A garden hoe features a blade between 2.5 and 8 inches wide that is curved or angled back at approximately a 45-degree angle. When in use, the blade makes contact with the soil and the user then pulls the blade back to pull up earth and cut through weeds. These devices are useful in keeping weeds down between rows. Smaller blades can be used to remove weeds between individual plants.
Nursery hoes look and function like regular garden hoes but feature sturdier blades and handles to manage more difficult soil. They have forged steel blades and can cut through heavy, low-lying growth more efficiently than garden hoes. They cost more than garden hoes, but remain relatively lightweight.
As the name implies, rather than having a flat blade at the end of its handle, a stirrup hoe has a blade that looks like a stirrup. At the end of the handle, this special blade creates a loop with a thin, flat surface approximately 1 inch wide making contact with the ground. It can be pushed or pulled with equal ease to remove weeds or to cultivate loose soil. A similar variation is a circle hoe, which has a looped blade sharpened on both sides.
A Dutch hoe is designed to cut through the roots of plants and remove sod and top soil. It has a flat, sharp blade between 4 and 6 inches wide and contacts the ground so that the cutting blade can slide under the surface of the soil and slice away sections of unwanted weeds or grass. Depending on the direction of the sharpened edge, Dutch hoes may be pushed or pulled through a garden to cut seed paths and perform edging duties.

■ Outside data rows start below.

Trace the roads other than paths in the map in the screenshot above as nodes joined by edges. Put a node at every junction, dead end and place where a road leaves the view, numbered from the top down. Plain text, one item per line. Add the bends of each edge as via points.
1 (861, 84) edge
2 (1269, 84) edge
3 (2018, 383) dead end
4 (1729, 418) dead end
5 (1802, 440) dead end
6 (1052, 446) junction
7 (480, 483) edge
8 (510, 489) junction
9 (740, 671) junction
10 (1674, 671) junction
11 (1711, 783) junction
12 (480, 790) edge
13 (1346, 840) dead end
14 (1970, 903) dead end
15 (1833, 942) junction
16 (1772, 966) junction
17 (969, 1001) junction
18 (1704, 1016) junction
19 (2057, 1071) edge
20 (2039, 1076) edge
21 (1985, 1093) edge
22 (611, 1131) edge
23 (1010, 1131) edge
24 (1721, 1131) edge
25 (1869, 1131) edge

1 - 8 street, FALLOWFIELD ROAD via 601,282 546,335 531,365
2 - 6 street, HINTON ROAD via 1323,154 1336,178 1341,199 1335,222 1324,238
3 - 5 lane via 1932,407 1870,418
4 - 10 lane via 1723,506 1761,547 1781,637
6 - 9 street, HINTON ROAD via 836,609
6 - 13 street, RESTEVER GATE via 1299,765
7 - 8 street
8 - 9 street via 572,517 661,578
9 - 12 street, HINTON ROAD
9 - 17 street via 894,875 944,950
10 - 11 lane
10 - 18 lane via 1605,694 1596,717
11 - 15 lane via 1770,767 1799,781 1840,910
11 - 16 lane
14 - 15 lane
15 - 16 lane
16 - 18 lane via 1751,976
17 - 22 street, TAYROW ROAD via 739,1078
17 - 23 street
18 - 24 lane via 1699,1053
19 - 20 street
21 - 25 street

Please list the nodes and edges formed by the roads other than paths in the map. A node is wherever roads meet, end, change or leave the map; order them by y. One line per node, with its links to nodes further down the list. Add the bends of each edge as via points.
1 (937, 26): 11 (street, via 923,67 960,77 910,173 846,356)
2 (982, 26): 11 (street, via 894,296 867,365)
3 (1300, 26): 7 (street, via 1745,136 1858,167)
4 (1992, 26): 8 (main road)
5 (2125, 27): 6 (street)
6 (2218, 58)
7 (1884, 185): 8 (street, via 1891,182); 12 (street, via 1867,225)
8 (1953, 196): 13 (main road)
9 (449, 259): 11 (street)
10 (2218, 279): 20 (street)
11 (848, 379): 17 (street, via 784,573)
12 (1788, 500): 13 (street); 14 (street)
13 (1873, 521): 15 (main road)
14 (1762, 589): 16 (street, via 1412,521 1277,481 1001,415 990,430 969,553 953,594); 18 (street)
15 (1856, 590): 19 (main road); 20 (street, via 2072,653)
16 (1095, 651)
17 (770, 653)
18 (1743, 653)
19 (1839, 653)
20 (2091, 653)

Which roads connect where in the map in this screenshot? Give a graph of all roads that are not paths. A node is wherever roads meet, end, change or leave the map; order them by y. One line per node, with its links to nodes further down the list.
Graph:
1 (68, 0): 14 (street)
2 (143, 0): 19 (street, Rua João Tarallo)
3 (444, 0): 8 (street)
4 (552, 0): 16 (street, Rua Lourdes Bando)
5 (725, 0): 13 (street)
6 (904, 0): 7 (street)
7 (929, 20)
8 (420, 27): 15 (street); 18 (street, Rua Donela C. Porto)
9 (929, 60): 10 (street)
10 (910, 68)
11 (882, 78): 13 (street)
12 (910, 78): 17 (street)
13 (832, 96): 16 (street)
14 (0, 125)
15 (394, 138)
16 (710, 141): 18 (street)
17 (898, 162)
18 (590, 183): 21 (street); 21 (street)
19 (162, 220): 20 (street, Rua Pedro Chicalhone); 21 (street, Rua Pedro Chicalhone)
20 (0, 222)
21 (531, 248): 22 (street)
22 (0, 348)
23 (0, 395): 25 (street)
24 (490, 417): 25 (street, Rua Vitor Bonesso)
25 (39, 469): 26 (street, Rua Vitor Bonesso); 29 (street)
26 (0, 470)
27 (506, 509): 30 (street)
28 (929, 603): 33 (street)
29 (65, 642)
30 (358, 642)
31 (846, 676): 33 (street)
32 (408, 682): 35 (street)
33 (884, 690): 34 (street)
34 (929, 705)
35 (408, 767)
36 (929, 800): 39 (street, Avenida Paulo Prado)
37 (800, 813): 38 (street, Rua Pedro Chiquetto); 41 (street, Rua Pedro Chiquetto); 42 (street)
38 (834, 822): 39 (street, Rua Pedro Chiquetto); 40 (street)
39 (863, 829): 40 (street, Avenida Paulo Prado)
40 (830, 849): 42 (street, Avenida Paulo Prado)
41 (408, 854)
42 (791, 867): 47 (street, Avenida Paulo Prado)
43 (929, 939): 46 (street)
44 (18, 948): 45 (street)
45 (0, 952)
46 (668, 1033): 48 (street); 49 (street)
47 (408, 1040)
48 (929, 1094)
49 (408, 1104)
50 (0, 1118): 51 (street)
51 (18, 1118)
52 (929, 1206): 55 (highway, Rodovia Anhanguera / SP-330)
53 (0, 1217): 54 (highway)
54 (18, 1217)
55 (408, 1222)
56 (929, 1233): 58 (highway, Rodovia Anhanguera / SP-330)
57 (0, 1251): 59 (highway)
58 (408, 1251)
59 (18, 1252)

This hoe features a long, thin, flat blade that makes it look something like a razor used in shaving. The user sweeps the device from side to side in short motions to essentially shave up the soil and remove shallow weed growth. It is best used on loosely packed soil after the plants are in the ground rather than during initial cultivation. Most are designed to allow for replacement of the blades.
As the name implies, a diamond hoe has a diamond-shaped blade. The blade is sharpened on all four sides and may be pushed, pulled or swept across the soil. Diamond hoes do not move a great deal of soil compared to most other designs, but the blades can be quickly flipped and they tend to cause less strain on the user's neck.
A Warren hoe has a double-sided blade approximately 3 inches wide. One end of the blade is triangular and can be used to dig, trench or scrape. The other end has two points on the outer edge of the blade that look something like rabbit ears pointing straight upward. This side can be used to pull soil back over plantings in a single motion. Other two-sided hoes feature flat edges for chopping and more teeth for raking or getting under the roots of unwanted plants.